── SOURCE DATA
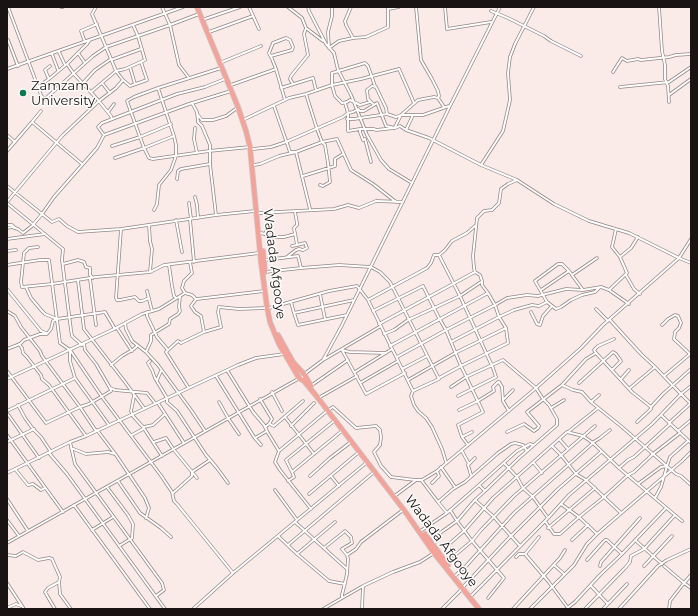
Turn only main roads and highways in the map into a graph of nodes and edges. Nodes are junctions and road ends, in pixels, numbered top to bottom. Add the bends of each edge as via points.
1 (198, 7) edge
2 (251, 148) junction
3 (258, 212) junction
4 (268, 308) junction
5 (302, 375) junction
6 (328, 410) junction
7 (435, 550) junction
8 (464, 587) junction
9 (479, 609) edge
10 (482, 609) edge

1 - 2 highway, Wadada Afgooye via 232,91
1 - 2 highway, Wadada Afgooye via 245,120
2 - 3 highway, Wadada Afgooye
2 - 3 highway, Wadada Afgooye
3 - 4 highway, Wadada Afgooye via 260,253
3 - 4 highway, Wadada Afgooye via 263,234
4 - 5 highway, Wadada Afgooye via 286,350
4 - 5 highway, Wadada Afgooye via 271,326 284,354
5 - 6 highway, Wadada Afgooye
5 - 6 highway, Wadada Afgooye
6 - 7 highway, Wadada Afgooye
6 - 7 highway, Wadada Afgooye via 396,495
7 - 8 highway, Wadada Afgooye
7 - 8 highway, Wadada Afgooye
8 - 9 highway, Wadada Afgooye
8 - 10 highway, Wadada Afgooye

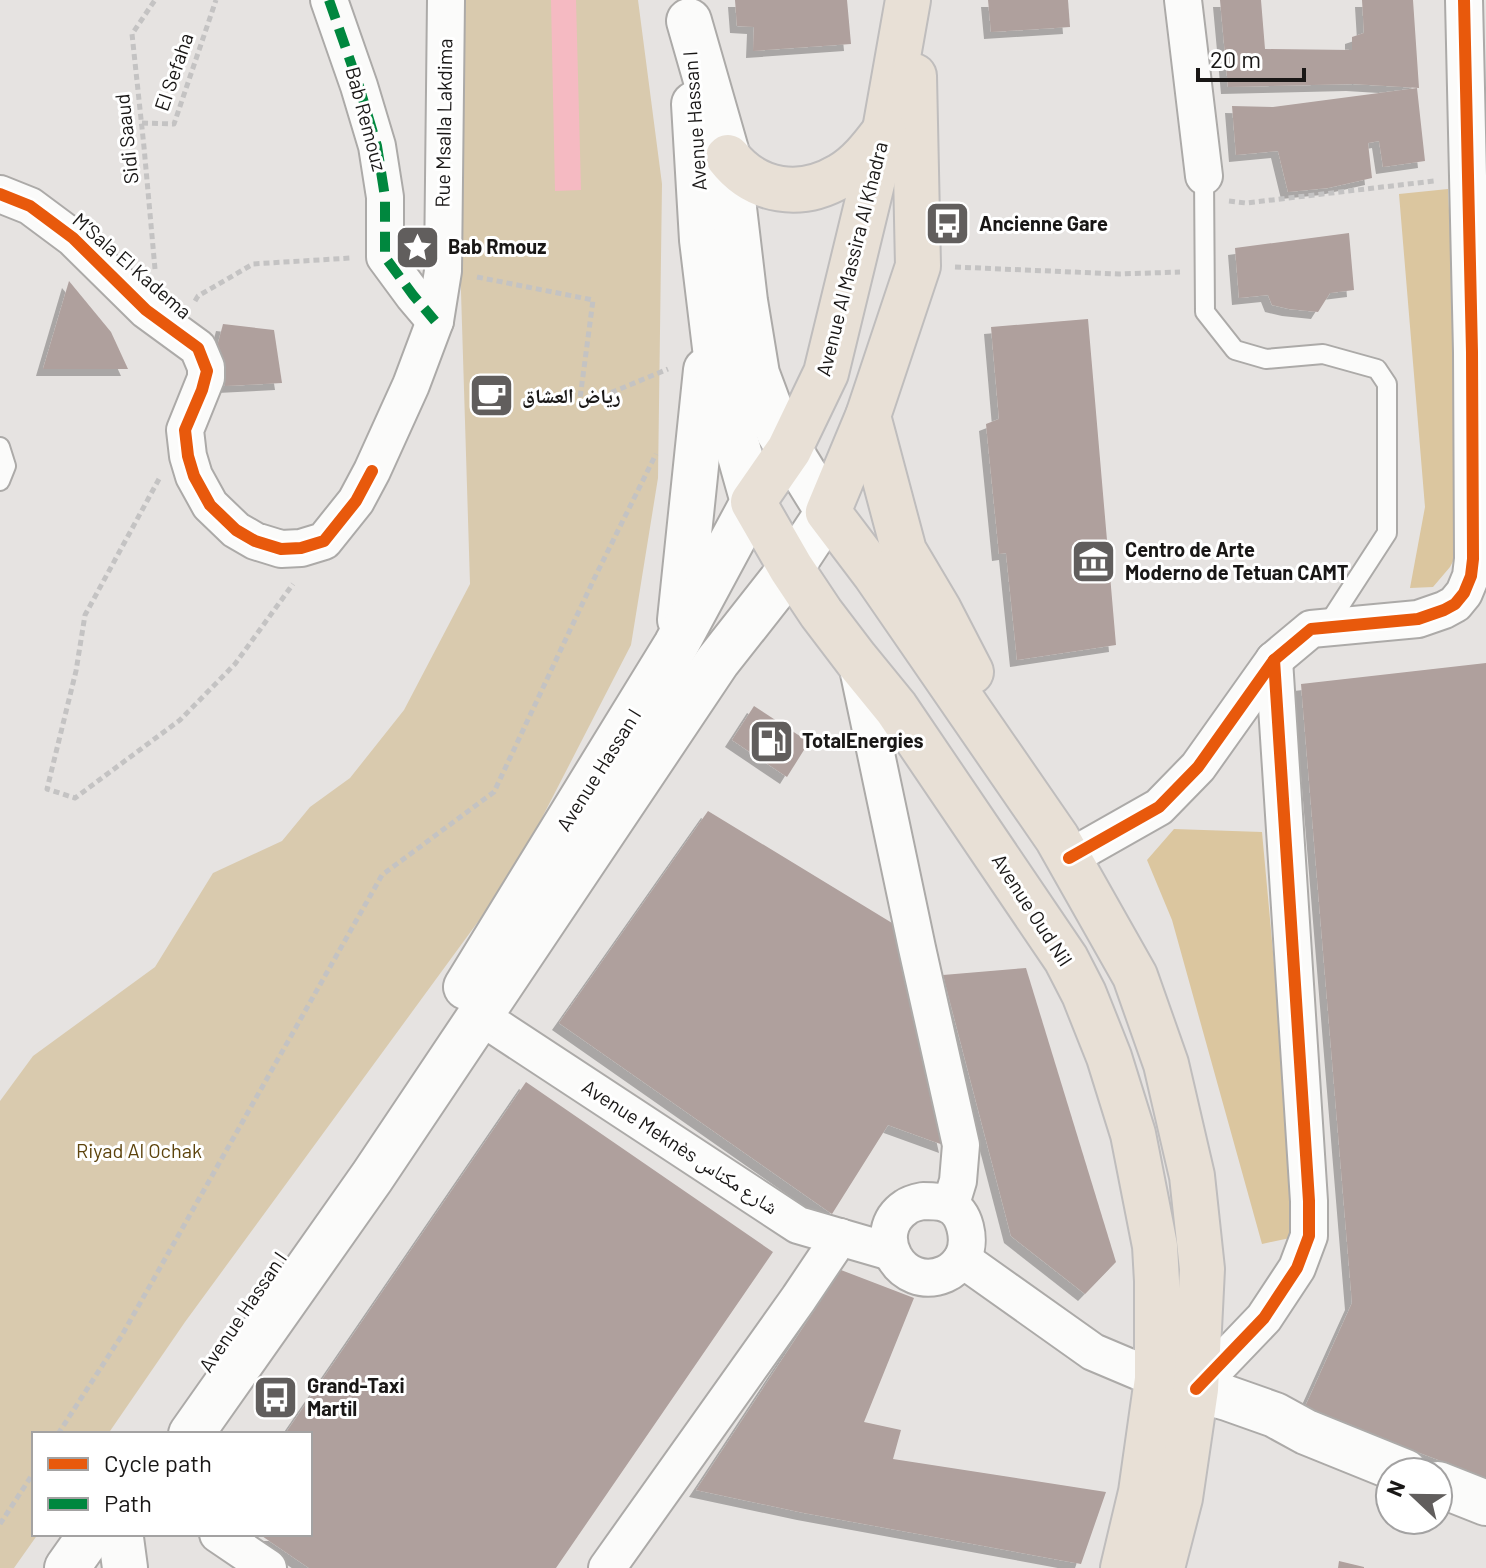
────
* _TASK REQUIREMENTS_:
Copy each line above exactly. Images do not belong in the copy.

* _THE ANSWER_:
Turn only main roads and highways in the map into a graph of nodes and edges. Nodes are junctions and road ends, in pixels, numbered top to bottom. Add the bends of each edge as via points.
1 (198, 7) edge
2 (251, 148) junction
3 (258, 212) junction
4 (268, 308) junction
5 (302, 375) junction
6 (328, 410) junction
7 (435, 550) junction
8 (464, 587) junction
9 (479, 609) edge
10 (482, 609) edge

1 - 2 highway, Wadada Afgooye via 232,91
1 - 2 highway, Wadada Afgooye via 245,120
2 - 3 highway, Wadada Afgooye
2 - 3 highway, Wadada Afgooye
3 - 4 highway, Wadada Afgooye via 260,253
3 - 4 highway, Wadada Afgooye via 263,234
4 - 5 highway, Wadada Afgooye via 286,350
4 - 5 highway, Wadada Afgooye via 271,326 284,354
5 - 6 highway, Wadada Afgooye
5 - 6 highway, Wadada Afgooye
6 - 7 highway, Wadada Afgooye
6 - 7 highway, Wadada Afgooye via 396,495
7 - 8 highway, Wadada Afgooye
7 - 8 highway, Wadada Afgooye
8 - 9 highway, Wadada Afgooye
8 - 10 highway, Wadada Afgooye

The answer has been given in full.